## Task to complete
Locate the line that contains "index tip: (716, 193)" in the entries below, then repeat it and every following line through the line that contains "ring pip: (932, 316)", exactly, and no others.

[Start of Attachment]

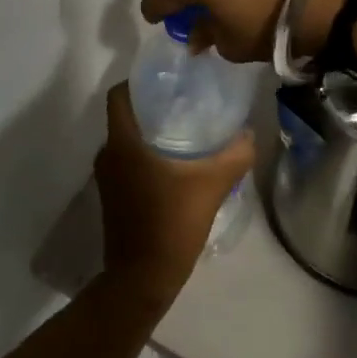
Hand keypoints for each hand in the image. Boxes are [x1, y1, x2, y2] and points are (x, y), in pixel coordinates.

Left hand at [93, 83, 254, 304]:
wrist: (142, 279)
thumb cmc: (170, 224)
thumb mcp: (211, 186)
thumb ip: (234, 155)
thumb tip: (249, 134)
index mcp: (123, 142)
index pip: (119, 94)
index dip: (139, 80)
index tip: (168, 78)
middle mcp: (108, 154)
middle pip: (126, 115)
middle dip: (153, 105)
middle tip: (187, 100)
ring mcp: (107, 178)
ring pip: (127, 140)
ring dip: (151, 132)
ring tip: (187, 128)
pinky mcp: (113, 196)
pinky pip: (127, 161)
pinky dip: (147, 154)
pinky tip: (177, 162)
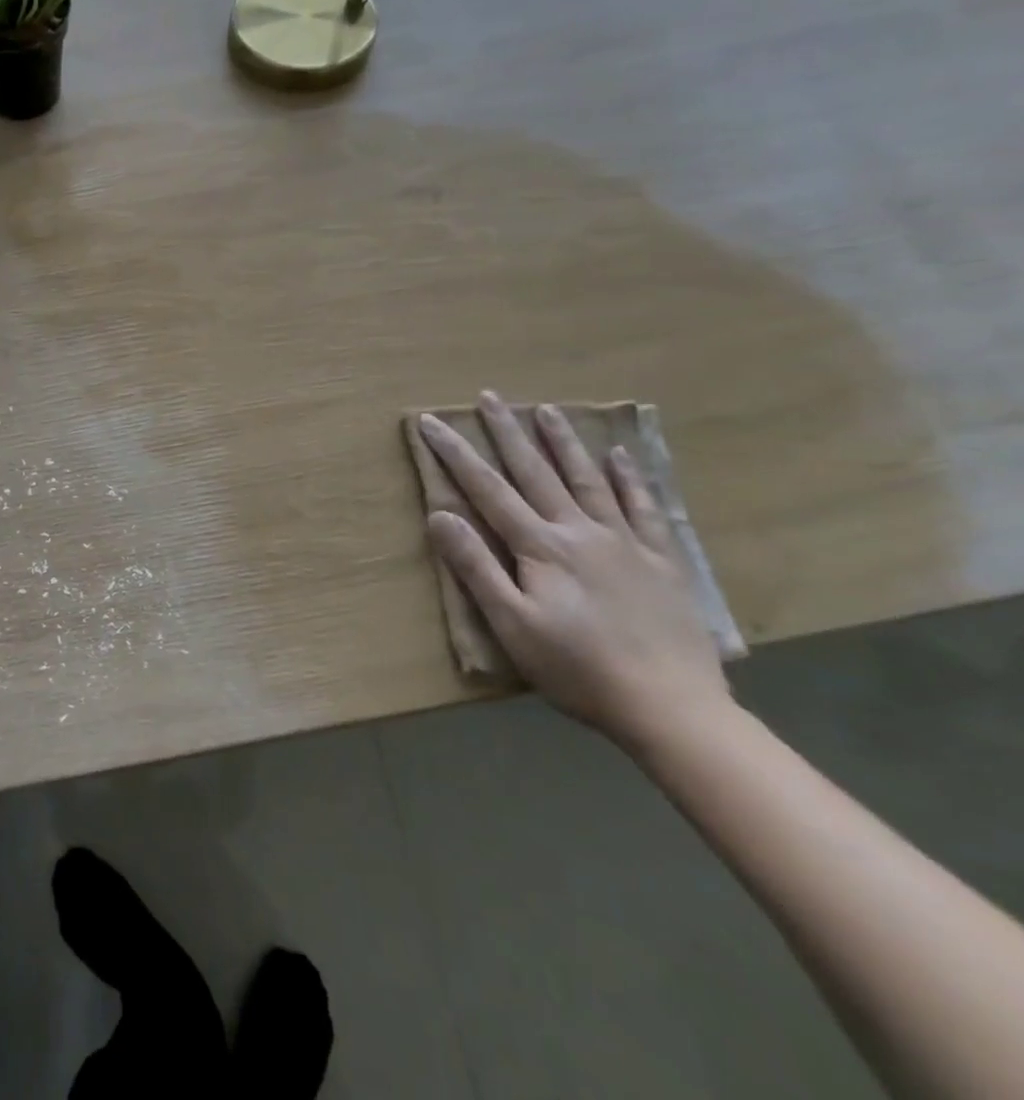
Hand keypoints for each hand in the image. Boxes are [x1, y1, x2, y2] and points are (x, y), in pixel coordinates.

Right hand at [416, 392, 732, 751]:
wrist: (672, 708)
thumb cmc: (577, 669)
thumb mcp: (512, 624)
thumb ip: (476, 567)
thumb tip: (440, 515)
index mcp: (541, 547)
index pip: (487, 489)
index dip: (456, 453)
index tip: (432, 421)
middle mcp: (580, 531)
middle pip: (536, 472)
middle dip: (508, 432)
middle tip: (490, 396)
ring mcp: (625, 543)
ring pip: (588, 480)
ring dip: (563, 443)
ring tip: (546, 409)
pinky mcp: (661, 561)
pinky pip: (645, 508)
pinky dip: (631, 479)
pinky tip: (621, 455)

[End of Attachment]
[Start of Attachment]

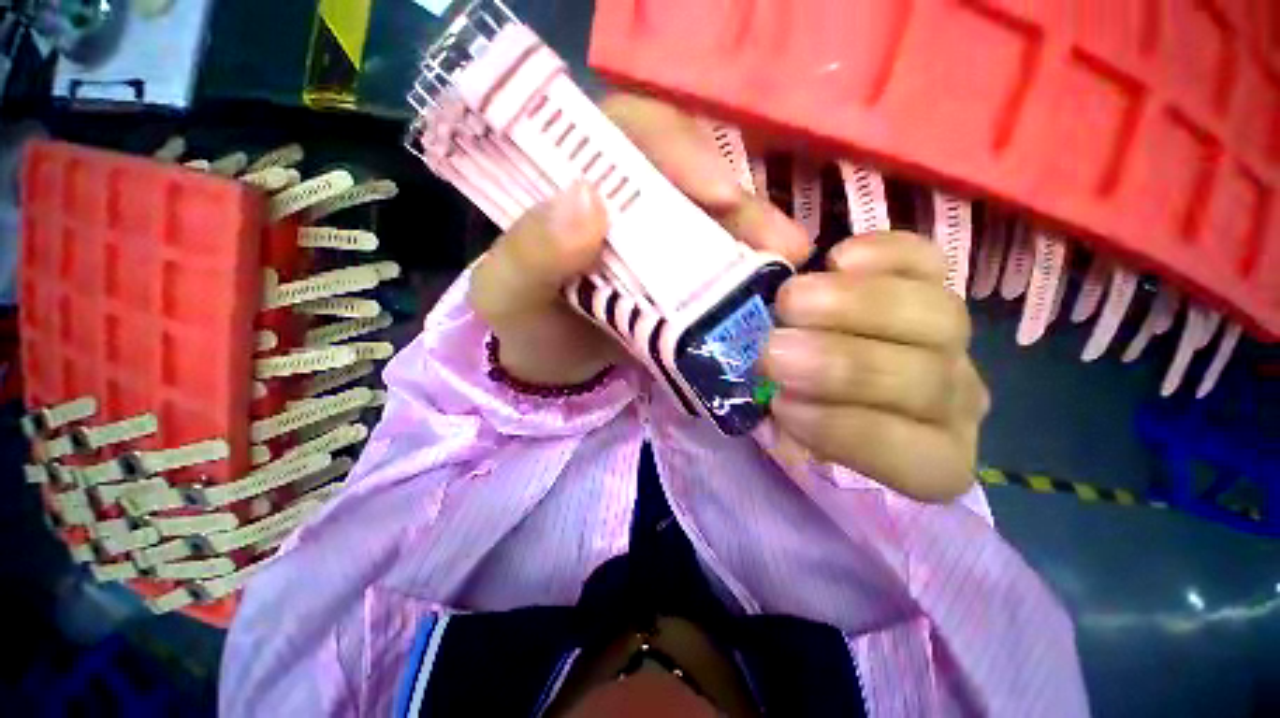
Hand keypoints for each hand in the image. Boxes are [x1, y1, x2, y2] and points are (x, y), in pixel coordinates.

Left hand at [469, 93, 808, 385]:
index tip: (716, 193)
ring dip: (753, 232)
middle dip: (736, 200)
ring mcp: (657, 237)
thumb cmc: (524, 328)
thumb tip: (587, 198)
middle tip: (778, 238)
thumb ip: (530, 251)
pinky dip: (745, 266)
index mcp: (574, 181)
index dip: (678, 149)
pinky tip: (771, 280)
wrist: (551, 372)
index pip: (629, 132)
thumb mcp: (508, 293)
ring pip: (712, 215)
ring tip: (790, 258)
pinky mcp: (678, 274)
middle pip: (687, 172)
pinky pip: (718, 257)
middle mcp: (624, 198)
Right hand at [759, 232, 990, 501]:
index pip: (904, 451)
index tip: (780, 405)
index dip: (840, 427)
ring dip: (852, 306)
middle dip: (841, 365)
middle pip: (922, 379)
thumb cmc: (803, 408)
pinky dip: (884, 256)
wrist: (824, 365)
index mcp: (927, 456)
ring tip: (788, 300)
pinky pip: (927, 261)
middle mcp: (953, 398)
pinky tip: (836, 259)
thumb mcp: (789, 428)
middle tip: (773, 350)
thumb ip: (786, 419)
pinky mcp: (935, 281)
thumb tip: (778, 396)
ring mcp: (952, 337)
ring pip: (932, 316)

[End of Attachment]

## Solution to the exercise
index tip: (716, 193)
ring dip: (753, 232)
middle dip: (736, 200)
ring mcp: (657, 237)
thumb cmc: (524, 328)
thumb tip: (587, 198)
middle tip: (778, 238)
thumb ip: (530, 251)
pinky dip: (745, 266)
index mcp: (574, 181)
index dip: (678, 149)
pinky tip: (771, 280)
wrist: (551, 372)
index pip: (629, 132)
thumb mcp: (508, 293)
ring pip: (712, 215)
ring tip: (790, 258)
pinky mcp: (678, 274)
middle pip: (687, 172)
pinky pip: (718, 257)
middle mcp: (624, 198)
Right hand at [759, 232, 990, 501]:
index pip: (904, 451)
index tip: (780, 405)
index dip: (840, 427)
ring dip: (852, 306)
middle dip: (841, 365)
middle pip: (922, 379)
thumb cmc: (803, 408)
pinky dip: (884, 256)
wrist: (824, 365)
index mcp: (927, 456)
ring tip: (788, 300)
pinky pip: (927, 261)
middle mcp: (953, 398)
pinky tip: (836, 259)
thumb mcp: (789, 428)
middle tip: (773, 350)
thumb ip: (786, 419)
pinky mcp: (935, 281)
thumb tip: (778, 396)
ring mcp: (952, 337)
ring pip: (932, 316)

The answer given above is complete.